Start of Input material

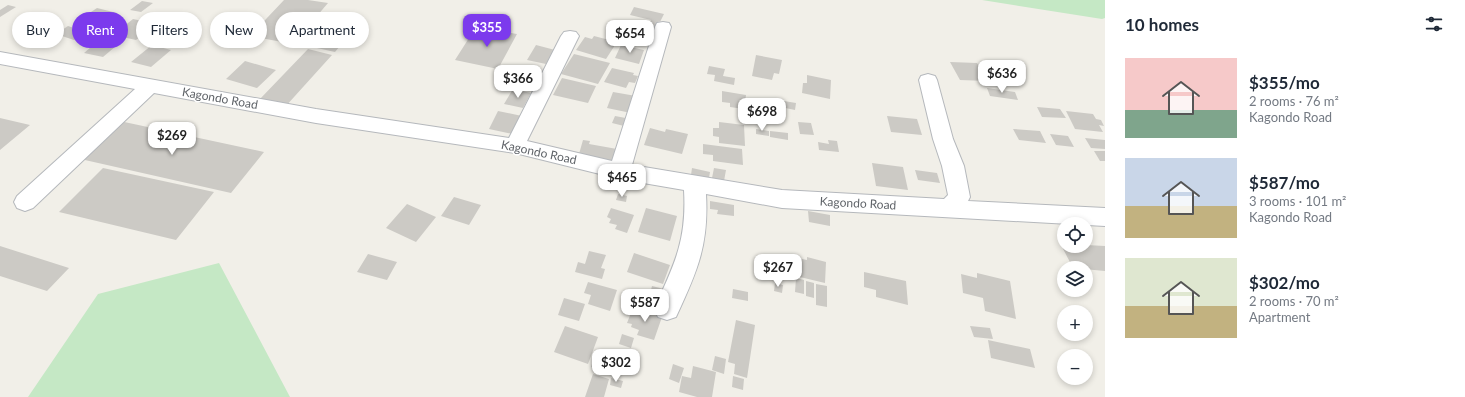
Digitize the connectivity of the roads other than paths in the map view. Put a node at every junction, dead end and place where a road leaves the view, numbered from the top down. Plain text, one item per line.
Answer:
1 (663, 27) dead end
2 (570, 36) dead end
3 (0, 58) edge
4 (928, 80) dead end
5 (150, 86) junction
6 (515, 146) junction
7 (620, 171) junction
8 (694, 184) junction
9 (25, 202) dead end
10 (949, 209) junction
11 (1105, 217) edge
12 (667, 310) dead end

1 - 7 street
2 - 6 street
3 - 5 street, Kagondo Road
4 - 10 street
5 - 6 street, Kagondo Road
5 - 9 street
6 - 7 street, Kagondo Road
7 - 8 street, Kagondo Road
8 - 10 street, Kagondo Road
8 - 12 street
10 - 11 street, Kagondo Road

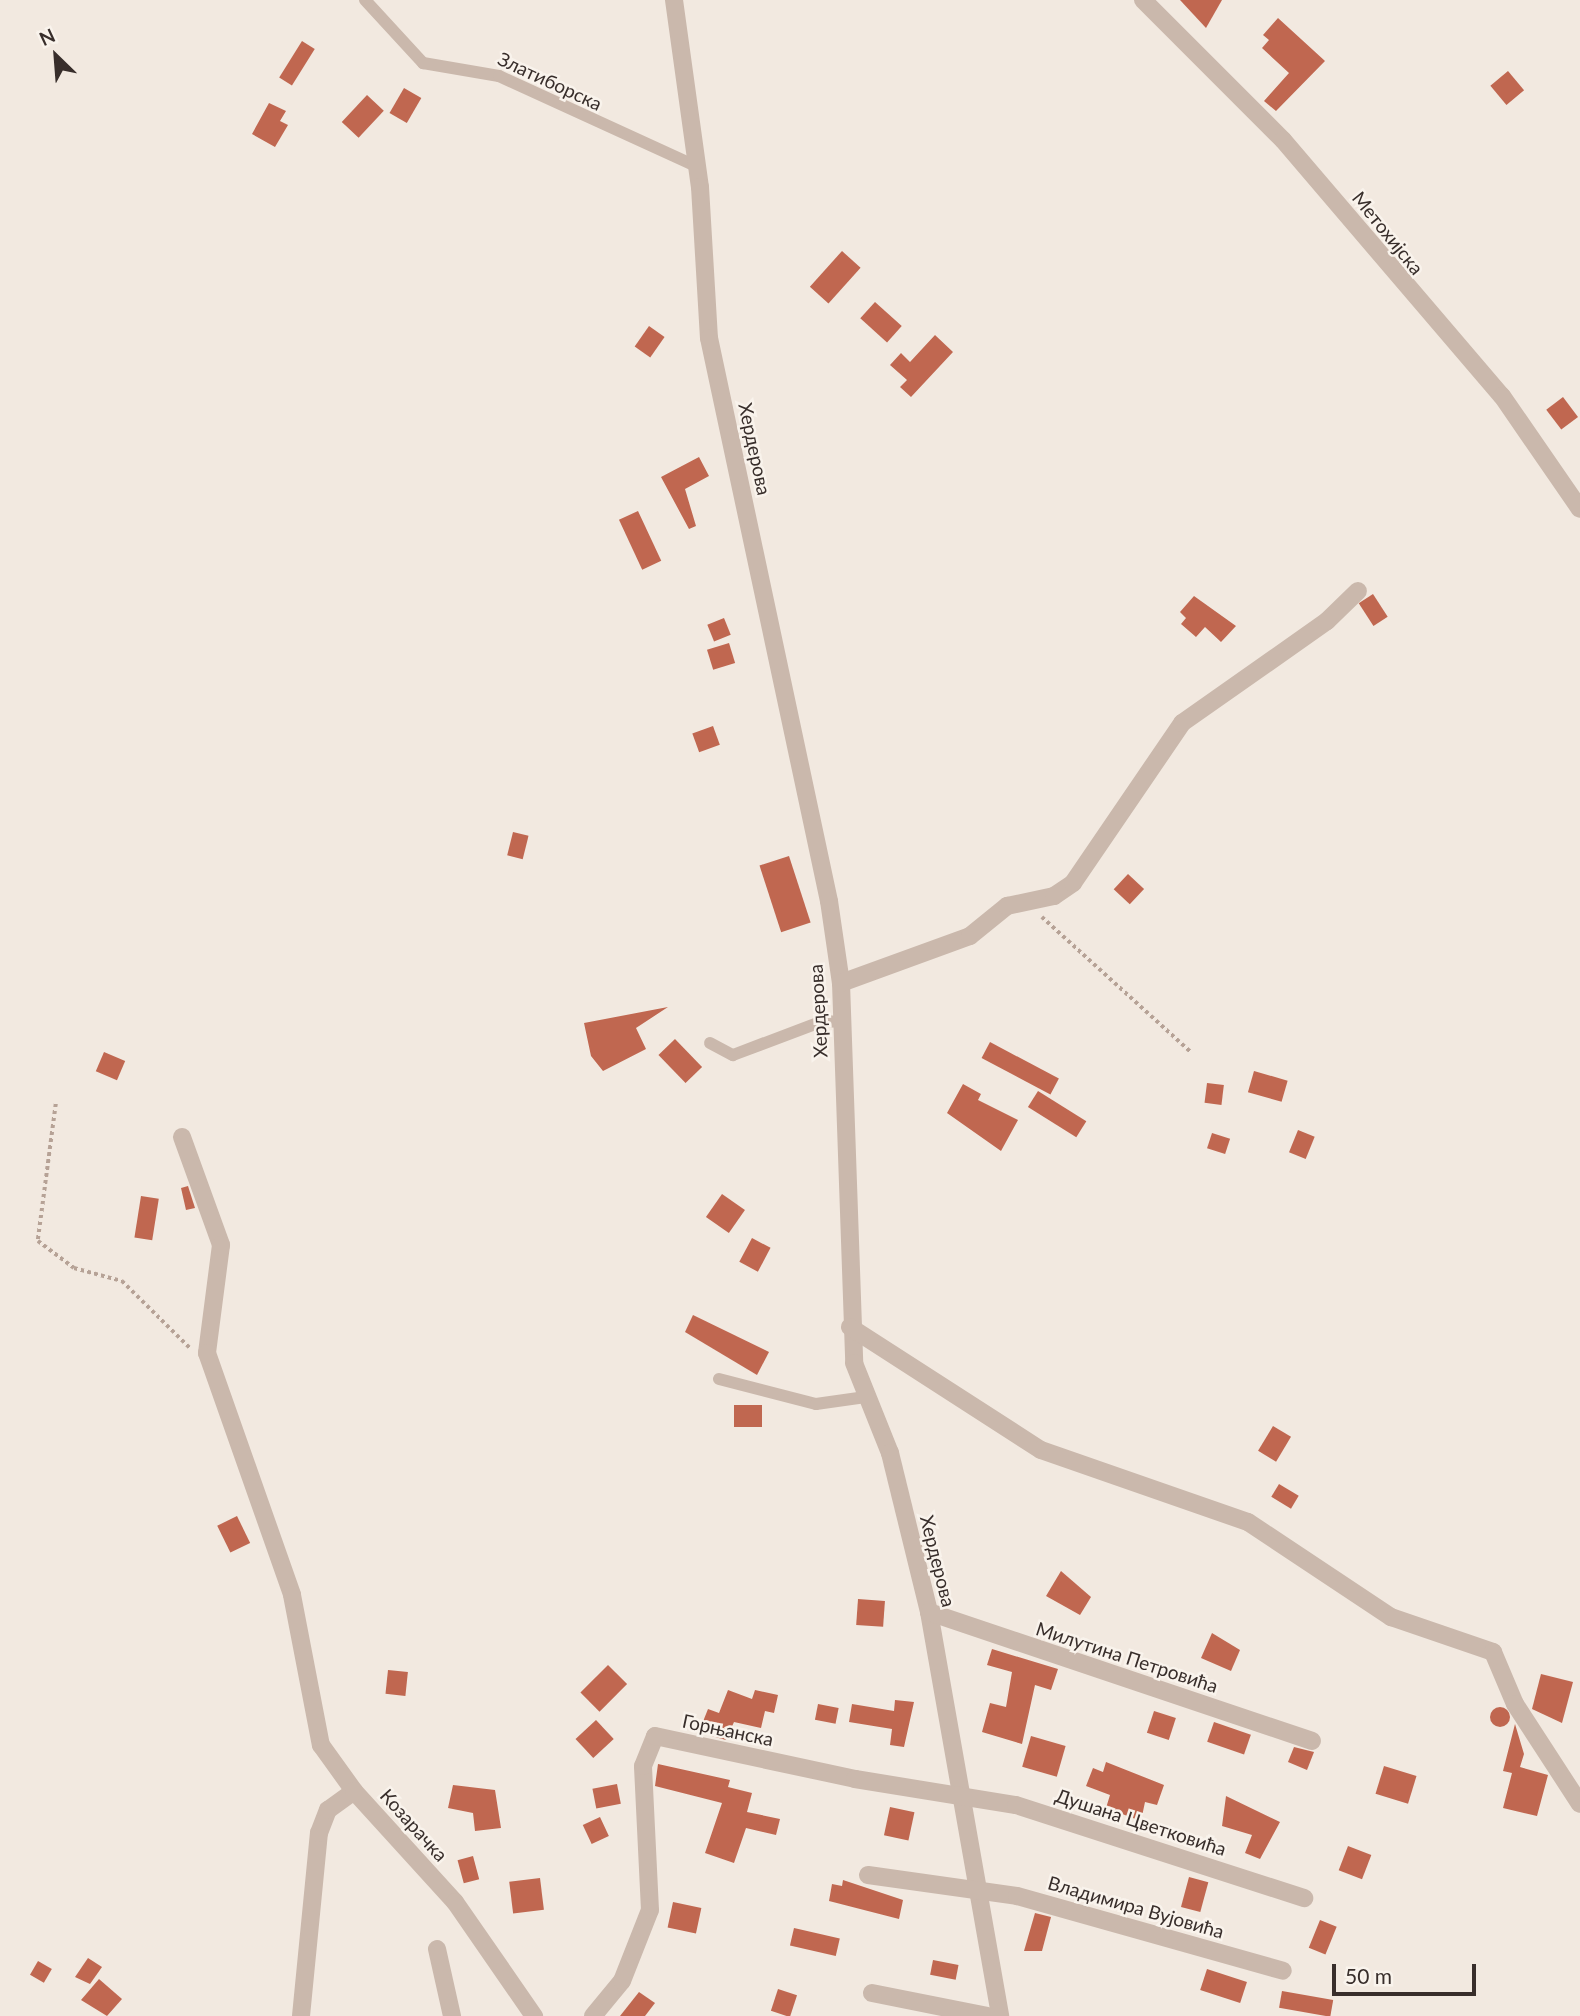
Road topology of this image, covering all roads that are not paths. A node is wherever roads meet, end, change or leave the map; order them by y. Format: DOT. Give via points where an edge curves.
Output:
graph roads {
  1 [pos="365,0"];
  2 [pos="674,0"];
  3 [pos="1143,0"];
  4 [pos="698,167"];
  5 [pos="1580,509"];
  6 [pos="1358,591"];
  7 [pos="841,983"];
  8 [pos="841,1022"];
  9 [pos="710,1043"];
  10 [pos="182,1137"];
  11 [pos="850,1327"];
  12 [pos="719,1379"];
  13 [pos="866,1397"];
  14 [pos="929,1612"];
  15 [pos="1312,1741"];
  16 [pos="354,1791"];
  17 [pos="962,1796"];
  18 [pos="1580,1804"];
  19 [pos="868,1875"];
  20 [pos="975,1893"];
  21 [pos="1304,1898"];
  22 [pos="437,1949"];
  23 [pos="1283,1971"];
  24 [pos="872,1993"];
  25 [pos="301,2016"];
  26 [pos="452,2016"];
  27 [pos="534,2016"];
  28 [pos="593,2016"];
  29 [pos="987,2016"];
  30 [pos="1000,2016"];
  1 -- 4 [label="lane, Златиборска" via="423,63 499,76"];
  2 -- 4 [label="street, Хердерова"];
  3 -- 5 [label="street, Метохијска" via="1283,140 1502,396"];
  4 -- 7 [label="street, Хердерова" via="709,338 829,901"];
  6 -- 7 [label="street" via="1327,621 1182,723 1073,883 1054,896 1007,906 970,936"];
  7 -- 8 [label="street, Хердерова"];
  8 -- 9 [label="lane" via="823,1021 733,1055"];
  8 -- 11 [label="street, Хердерова"];
  10 -- 16 [label="street" via="221,1245 207,1353 292,1595 321,1745"];
  11 -- 13 [label="street, Хердерова"];
  11 -- 18 [label="street" via="1041,1450 1248,1522 1379,1611 1447,1641 1493,1651 1515,1704"];
  12 -- 13 [label="lane" via="816,1404"];
  13 -- 14 [label="street, Хердерова" via="890,1453"];
  14 -- 15 [label="street, Милутина Петровића"];
  14 -- 17 [label="street, Хердерова"];
  16 -- 25 [label="street, Козарачка" via="328,1810 319,1833"];
  16 -- 27 [label="street, Козарачка" via="455,1902"];
  17 -- 20 [label="street, Хердерова"];
  17 -- 21 [label="street, Душана Цветковића" via="1094,1827"];
  17 -- 28 [label="street, Горњанска" via="656,1737 643,1766 650,1910 622,1981"];
  19 -- 20 [label="street, Владимира Вујовића"];
  20 -- 23 [label="street, Владимира Вујовића" via="1081,1912"];
  20 -- 30 [label="street, Хердерова"];
  22 -- 26 [label="street"];
  24 -- 29 [label="street"];
}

End of Input material

__What is needed__: Copy every record exactly; no pictures.

__Written answer__:
Digitize the connectivity of the roads other than paths in the map view. Put a node at every junction, dead end and place where a road leaves the view, numbered from the top down. Plain text, one item per line.
Answer:
1 (663, 27) dead end
2 (570, 36) dead end
3 (0, 58) edge
4 (928, 80) dead end
5 (150, 86) junction
6 (515, 146) junction
7 (620, 171) junction
8 (694, 184) junction
9 (25, 202) dead end
10 (949, 209) junction
11 (1105, 217) edge
12 (667, 310) dead end

1 - 7 street
2 - 6 street
3 - 5 street, Kagondo Road
4 - 10 street
5 - 6 street, Kagondo Road
5 - 9 street
6 - 7 street, Kagondo Road
7 - 8 street, Kagondo Road
8 - 10 street, Kagondo Road
8 - 12 street
10 - 11 street, Kagondo Road

Road topology of this image, covering all roads that are not paths. A node is wherever roads meet, end, change or leave the map; order them by y. Format: DOT. Give via points where an edge curves.
Output:
graph roads {
  1 [pos="365,0"];
  2 [pos="674,0"];
  3 [pos="1143,0"];
  4 [pos="698,167"];
  5 [pos="1580,509"];
  6 [pos="1358,591"];
  7 [pos="841,983"];
  8 [pos="841,1022"];
  9 [pos="710,1043"];
  10 [pos="182,1137"];
  11 [pos="850,1327"];
  12 [pos="719,1379"];
  13 [pos="866,1397"];
  14 [pos="929,1612"];
  15 [pos="1312,1741"];
  16 [pos="354,1791"];
  17 [pos="962,1796"];
  18 [pos="1580,1804"];
  19 [pos="868,1875"];
  20 [pos="975,1893"];
  21 [pos="1304,1898"];
  22 [pos="437,1949"];
  23 [pos="1283,1971"];
  24 [pos="872,1993"];
  25 [pos="301,2016"];
  26 [pos="452,2016"];
  27 [pos="534,2016"];
  28 [pos="593,2016"];
  29 [pos="987,2016"];
  30 [pos="1000,2016"];
  1 -- 4 [label="lane, Златиборска" via="423,63 499,76"];
  2 -- 4 [label="street, Хердерова"];
  3 -- 5 [label="street, Метохијска" via="1283,140 1502,396"];
  4 -- 7 [label="street, Хердерова" via="709,338 829,901"];
  6 -- 7 [label="street" via="1327,621 1182,723 1073,883 1054,896 1007,906 970,936"];
  7 -- 8 [label="street, Хердерова"];
  8 -- 9 [label="lane" via="823,1021 733,1055"];
  8 -- 11 [label="street, Хердерова"];
  10 -- 16 [label="street" via="221,1245 207,1353 292,1595 321,1745"];
  11 -- 13 [label="street, Хердерова"];
  11 -- 18 [label="street" via="1041,1450 1248,1522 1379,1611 1447,1641 1493,1651 1515,1704"];
  12 -- 13 [label="lane" via="816,1404"];
  13 -- 14 [label="street, Хердерова" via="890,1453"];
  14 -- 15 [label="street, Милутина Петровића"];
  14 -- 17 [label="street, Хердерова"];
  16 -- 25 [label="street, Козарачка" via="328,1810 319,1833"];
  16 -- 27 [label="street, Козарачка" via="455,1902"];
  17 -- 20 [label="street, Хердерова"];
  17 -- 21 [label="street, Душана Цветковића" via="1094,1827"];
  17 -- 28 [label="street, Горњанска" via="656,1737 643,1766 650,1910 622,1981"];
  19 -- 20 [label="street, Владимира Вујовића"];
  20 -- 23 [label="street, Владимира Вујовића" via="1081,1912"];
  20 -- 30 [label="street, Хердерова"];
  22 -- 26 [label="street"];
  24 -- 29 [label="street"];
}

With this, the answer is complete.